__WHAT YOU HAVE TO DO__. Type the data below again exactly. Omit all pictures.

__DATASET EXCERPT__.
......
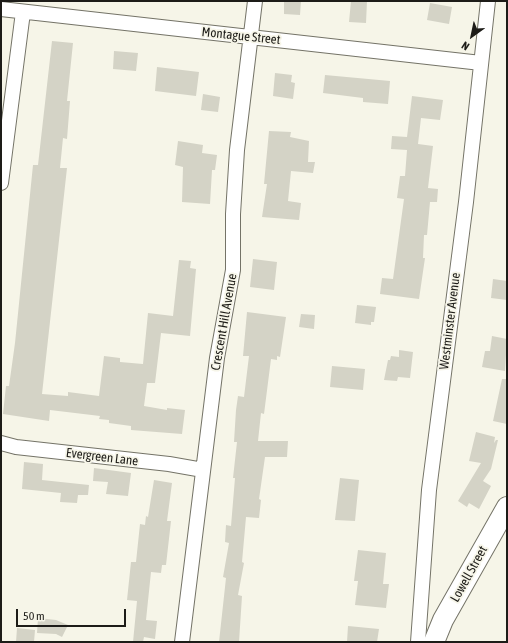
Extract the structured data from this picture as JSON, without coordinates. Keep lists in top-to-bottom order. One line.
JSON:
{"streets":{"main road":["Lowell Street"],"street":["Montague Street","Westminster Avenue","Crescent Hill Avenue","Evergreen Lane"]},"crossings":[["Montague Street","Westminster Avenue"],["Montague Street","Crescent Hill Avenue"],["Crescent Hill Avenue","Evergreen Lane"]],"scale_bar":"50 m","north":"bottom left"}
......
__ANSWER TO THE PROBLEM__.
Extract the structured data from this picture as JSON, without coordinates. Keep lists in top-to-bottom order. One line.
JSON:
{"streets":{"main road":["Lowell Street"],"street":["Montague Street","Westminster Avenue","Crescent Hill Avenue","Evergreen Lane"]},"crossings":[["Montague Street","Westminster Avenue"],["Montague Street","Crescent Hill Avenue"],["Crescent Hill Avenue","Evergreen Lane"]],"scale_bar":"50 m","north":"bottom left"}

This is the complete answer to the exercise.